Stoudemire's season gets recognition it deserves.

For just a moment, forget the last four games of the Knicks season.

Forget also the way the team struggled to find its way after the trade for Carmelo Anthony and forget the fact that they play defense with all the intensity of a security guard getting paid minimum wage. Forget, in other words, all the negatives about the 2010-11 Knicks season and just think about Amar'e Stoudemire.

Think about the way he blew into New York last summer full of big talk about restoring pride and excitement to Madison Square Garden. And then think about the way he backed up every single word by putting the team on his back night after night.

It would also be nice to think about the way he did it.

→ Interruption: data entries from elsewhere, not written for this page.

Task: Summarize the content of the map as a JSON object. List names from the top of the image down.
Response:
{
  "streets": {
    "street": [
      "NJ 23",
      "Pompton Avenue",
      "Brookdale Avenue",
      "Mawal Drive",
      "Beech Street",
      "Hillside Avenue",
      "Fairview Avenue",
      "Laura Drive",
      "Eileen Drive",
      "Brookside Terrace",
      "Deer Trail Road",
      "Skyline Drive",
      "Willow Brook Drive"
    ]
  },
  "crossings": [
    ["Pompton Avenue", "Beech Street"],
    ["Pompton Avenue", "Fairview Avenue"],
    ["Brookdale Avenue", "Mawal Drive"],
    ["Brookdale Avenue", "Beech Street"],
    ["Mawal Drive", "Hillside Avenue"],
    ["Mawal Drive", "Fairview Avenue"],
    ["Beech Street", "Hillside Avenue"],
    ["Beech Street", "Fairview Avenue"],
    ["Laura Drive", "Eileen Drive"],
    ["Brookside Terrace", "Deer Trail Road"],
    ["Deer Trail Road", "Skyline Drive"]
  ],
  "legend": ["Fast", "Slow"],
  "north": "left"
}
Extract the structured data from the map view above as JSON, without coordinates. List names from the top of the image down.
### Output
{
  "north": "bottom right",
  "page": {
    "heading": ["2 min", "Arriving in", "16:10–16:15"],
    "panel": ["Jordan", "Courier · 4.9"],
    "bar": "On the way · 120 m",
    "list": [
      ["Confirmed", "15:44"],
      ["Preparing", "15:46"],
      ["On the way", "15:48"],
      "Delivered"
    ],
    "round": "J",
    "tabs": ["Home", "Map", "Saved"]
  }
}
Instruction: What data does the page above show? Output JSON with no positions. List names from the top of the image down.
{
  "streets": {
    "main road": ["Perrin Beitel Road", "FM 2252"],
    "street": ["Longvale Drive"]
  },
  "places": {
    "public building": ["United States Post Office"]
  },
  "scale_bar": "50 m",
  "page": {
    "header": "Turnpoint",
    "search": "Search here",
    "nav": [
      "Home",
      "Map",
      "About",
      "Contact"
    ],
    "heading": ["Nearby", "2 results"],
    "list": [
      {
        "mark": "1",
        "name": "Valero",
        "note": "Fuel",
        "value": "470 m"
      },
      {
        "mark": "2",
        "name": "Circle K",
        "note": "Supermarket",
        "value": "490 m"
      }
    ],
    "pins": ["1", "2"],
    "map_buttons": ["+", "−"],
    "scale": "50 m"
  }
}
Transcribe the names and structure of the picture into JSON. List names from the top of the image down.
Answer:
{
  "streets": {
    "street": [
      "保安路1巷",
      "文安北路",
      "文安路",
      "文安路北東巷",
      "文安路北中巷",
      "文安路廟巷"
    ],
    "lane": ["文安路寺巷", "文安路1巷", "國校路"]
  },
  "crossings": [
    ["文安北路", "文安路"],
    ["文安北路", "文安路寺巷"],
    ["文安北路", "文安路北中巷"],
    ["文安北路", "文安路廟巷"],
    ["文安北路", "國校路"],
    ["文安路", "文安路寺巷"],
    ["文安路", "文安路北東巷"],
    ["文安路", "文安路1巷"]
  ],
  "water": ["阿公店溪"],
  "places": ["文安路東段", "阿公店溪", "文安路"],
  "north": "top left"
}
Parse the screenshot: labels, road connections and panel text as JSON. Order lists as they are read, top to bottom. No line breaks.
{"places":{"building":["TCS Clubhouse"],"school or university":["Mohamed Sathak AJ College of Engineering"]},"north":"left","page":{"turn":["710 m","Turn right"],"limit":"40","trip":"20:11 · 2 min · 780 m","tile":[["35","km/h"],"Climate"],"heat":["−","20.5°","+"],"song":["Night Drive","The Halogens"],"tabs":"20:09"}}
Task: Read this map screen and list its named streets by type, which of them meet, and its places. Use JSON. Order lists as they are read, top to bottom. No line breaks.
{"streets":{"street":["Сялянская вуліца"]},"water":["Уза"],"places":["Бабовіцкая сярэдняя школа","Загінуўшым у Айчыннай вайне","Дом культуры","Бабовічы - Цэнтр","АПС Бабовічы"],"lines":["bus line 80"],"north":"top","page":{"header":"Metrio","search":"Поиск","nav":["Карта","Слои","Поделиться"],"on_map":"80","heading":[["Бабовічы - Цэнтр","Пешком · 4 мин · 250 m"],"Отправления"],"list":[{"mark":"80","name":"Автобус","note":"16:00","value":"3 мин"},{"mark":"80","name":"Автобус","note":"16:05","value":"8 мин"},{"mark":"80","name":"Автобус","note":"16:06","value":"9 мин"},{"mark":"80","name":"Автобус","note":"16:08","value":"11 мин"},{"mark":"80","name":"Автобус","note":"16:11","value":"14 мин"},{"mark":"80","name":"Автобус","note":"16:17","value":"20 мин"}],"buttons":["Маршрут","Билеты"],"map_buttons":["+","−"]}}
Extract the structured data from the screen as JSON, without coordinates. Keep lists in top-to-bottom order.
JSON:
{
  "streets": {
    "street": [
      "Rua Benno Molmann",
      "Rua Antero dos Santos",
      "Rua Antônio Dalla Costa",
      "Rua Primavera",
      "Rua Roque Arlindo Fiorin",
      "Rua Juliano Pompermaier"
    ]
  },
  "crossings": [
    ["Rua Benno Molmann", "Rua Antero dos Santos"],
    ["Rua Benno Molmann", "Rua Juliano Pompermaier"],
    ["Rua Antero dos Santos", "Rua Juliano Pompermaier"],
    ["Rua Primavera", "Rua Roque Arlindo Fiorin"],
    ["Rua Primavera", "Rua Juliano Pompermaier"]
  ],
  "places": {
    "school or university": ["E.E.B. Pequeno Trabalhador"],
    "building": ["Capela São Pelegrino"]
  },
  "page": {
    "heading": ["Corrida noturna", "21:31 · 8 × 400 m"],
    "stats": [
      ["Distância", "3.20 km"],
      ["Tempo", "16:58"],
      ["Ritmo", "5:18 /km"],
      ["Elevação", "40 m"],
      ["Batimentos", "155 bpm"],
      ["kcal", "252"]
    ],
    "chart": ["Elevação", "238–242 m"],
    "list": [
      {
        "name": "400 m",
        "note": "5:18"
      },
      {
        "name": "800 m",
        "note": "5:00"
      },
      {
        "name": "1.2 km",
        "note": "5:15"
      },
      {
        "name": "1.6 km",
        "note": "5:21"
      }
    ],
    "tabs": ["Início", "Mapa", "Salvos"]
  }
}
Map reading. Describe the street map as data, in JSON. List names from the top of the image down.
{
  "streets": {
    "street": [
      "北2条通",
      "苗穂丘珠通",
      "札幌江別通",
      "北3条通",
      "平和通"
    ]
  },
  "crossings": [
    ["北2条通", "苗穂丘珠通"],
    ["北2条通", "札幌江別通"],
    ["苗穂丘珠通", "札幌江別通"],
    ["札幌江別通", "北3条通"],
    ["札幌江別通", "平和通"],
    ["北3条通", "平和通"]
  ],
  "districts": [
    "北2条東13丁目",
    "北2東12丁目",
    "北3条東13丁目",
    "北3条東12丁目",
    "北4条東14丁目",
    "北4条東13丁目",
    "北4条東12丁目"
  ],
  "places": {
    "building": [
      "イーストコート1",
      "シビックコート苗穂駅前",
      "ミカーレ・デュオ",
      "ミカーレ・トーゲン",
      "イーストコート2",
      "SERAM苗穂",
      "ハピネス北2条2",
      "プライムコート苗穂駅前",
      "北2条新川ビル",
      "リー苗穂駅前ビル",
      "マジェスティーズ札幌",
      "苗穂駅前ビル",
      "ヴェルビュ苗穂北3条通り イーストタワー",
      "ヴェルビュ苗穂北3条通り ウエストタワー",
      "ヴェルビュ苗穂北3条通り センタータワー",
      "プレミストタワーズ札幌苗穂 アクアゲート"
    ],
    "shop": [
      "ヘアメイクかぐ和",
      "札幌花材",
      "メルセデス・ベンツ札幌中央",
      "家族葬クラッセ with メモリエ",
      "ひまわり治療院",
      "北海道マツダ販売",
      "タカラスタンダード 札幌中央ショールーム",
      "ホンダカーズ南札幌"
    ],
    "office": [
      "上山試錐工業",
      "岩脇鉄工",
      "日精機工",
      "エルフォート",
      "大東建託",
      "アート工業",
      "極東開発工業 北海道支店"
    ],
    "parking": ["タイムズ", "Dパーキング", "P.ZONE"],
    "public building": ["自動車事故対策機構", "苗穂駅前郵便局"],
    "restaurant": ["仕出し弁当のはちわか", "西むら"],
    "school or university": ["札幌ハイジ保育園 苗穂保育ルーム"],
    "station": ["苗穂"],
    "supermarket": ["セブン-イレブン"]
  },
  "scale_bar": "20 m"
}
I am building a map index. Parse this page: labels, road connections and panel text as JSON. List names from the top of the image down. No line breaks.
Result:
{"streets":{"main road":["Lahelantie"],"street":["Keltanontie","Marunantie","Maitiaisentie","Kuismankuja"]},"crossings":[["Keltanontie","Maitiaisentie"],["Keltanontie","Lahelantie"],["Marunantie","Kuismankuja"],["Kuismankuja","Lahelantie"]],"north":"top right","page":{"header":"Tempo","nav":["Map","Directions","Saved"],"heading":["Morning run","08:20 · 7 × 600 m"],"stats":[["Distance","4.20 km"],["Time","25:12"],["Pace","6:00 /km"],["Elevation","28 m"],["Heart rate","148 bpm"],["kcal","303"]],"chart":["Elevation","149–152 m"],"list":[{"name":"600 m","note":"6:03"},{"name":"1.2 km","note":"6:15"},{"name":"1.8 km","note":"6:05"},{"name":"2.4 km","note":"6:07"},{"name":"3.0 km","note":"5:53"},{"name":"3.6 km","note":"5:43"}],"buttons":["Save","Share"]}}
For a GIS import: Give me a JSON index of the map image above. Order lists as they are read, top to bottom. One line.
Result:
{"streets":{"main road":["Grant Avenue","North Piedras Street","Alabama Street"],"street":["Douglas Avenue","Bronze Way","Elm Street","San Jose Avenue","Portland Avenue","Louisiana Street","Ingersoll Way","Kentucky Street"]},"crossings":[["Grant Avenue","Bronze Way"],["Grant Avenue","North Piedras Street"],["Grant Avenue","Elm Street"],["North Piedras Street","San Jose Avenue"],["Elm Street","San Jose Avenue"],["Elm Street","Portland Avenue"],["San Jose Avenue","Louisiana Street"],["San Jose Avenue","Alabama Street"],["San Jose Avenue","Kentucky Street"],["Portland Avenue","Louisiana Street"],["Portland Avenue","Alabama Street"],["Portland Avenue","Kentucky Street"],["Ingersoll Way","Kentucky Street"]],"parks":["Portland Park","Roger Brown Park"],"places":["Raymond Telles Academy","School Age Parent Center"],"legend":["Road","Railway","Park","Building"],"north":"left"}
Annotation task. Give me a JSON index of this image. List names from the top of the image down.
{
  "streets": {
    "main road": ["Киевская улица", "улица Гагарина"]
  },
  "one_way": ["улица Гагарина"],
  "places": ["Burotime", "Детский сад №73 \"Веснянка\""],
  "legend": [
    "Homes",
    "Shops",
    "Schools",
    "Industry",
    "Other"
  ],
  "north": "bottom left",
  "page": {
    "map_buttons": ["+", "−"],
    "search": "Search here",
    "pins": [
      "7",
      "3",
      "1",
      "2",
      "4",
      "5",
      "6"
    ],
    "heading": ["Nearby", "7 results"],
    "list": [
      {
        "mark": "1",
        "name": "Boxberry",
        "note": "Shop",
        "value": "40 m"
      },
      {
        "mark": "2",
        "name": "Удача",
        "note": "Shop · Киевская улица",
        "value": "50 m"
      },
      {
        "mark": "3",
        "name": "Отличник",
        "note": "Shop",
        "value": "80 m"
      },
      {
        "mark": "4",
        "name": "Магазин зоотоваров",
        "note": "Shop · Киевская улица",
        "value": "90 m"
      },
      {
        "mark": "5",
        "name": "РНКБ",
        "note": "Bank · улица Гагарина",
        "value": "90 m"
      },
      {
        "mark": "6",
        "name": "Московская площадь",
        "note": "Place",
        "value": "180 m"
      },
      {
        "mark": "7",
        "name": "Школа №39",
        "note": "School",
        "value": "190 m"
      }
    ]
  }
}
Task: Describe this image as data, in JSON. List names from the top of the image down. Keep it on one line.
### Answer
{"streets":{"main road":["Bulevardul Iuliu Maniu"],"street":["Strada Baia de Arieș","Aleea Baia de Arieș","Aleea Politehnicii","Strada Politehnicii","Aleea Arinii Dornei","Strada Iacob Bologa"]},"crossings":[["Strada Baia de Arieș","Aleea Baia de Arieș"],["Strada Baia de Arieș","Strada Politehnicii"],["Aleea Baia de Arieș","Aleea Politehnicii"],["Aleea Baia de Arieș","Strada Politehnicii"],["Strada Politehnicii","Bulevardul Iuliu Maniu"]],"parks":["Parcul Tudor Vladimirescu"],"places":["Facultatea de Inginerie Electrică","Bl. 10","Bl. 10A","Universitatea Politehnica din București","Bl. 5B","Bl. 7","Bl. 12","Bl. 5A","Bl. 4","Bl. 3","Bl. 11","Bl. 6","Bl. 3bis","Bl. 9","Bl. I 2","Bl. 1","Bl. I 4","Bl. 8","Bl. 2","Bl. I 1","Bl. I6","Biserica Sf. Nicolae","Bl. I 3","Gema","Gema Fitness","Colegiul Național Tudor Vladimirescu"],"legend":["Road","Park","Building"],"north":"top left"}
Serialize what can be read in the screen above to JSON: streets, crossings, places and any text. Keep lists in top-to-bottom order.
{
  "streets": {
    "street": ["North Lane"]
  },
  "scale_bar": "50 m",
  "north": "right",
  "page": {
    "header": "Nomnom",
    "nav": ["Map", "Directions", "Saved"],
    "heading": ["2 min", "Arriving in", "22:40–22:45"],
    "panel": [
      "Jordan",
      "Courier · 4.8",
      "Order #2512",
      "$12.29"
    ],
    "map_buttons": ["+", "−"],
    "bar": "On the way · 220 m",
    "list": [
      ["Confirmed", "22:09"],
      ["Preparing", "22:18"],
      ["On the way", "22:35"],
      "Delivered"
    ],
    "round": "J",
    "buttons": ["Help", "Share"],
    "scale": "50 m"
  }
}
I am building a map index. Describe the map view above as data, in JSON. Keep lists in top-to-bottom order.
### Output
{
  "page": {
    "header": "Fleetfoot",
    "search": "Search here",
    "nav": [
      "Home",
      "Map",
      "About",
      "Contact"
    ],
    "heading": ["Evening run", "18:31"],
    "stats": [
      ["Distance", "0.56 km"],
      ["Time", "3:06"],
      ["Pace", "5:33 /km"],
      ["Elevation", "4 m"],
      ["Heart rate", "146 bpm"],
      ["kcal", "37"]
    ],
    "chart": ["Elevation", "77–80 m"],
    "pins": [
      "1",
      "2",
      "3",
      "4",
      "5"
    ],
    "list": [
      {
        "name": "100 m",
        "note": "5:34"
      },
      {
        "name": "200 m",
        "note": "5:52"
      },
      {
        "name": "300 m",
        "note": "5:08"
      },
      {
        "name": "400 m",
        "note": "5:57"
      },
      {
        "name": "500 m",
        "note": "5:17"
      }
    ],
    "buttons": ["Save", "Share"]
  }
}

Everyone knew Stoudemire was a talented player, but he showed multitudes when it came to leadership on and off the court.

Those efforts were rewarded Thursday when the NBA announced that Stoudemire was voted onto the All-NBA second team alongside Dwyane Wade, Dirk Nowitzki and others. It is the first time a member of the Knicks was named to one of the NBA's postseason teams since Patrick Ewing made the second team in 1996-97.

That's a very long time to wait for a superlative player, making it all the more remarkable to watch the way Stoudemire walked through the door and took over the town. He's sharing the stage with Anthony (who fell 14 votes shy of the third team) now, of course, but there's no doubting who was the guy that brought Knicks basketball back to relevance.

He's now gotten his due for leading the team to take that gigantic leap so that means it is officially time to turn the page from last season. That bad ending doesn't make that accomplishment any less significant but it does serve as a reminder of how much work remains to be done to make the next step in the evolutionary process.

Stoudemire will be a big piece of that, obviously. His biggest task now is figuring out a way to form a combination with Anthony that brings out the best in both men rather than the alternating superstar show we watched over the last quarter of the season.

If he can do that, he might lose some votes for postseason laurels to his teammate but he will almost certainly be on a team that wins more games and goes deeper into the playoffs. These are sacrifices worth making because anything else will simply be a slightly sweeter flavor of failure.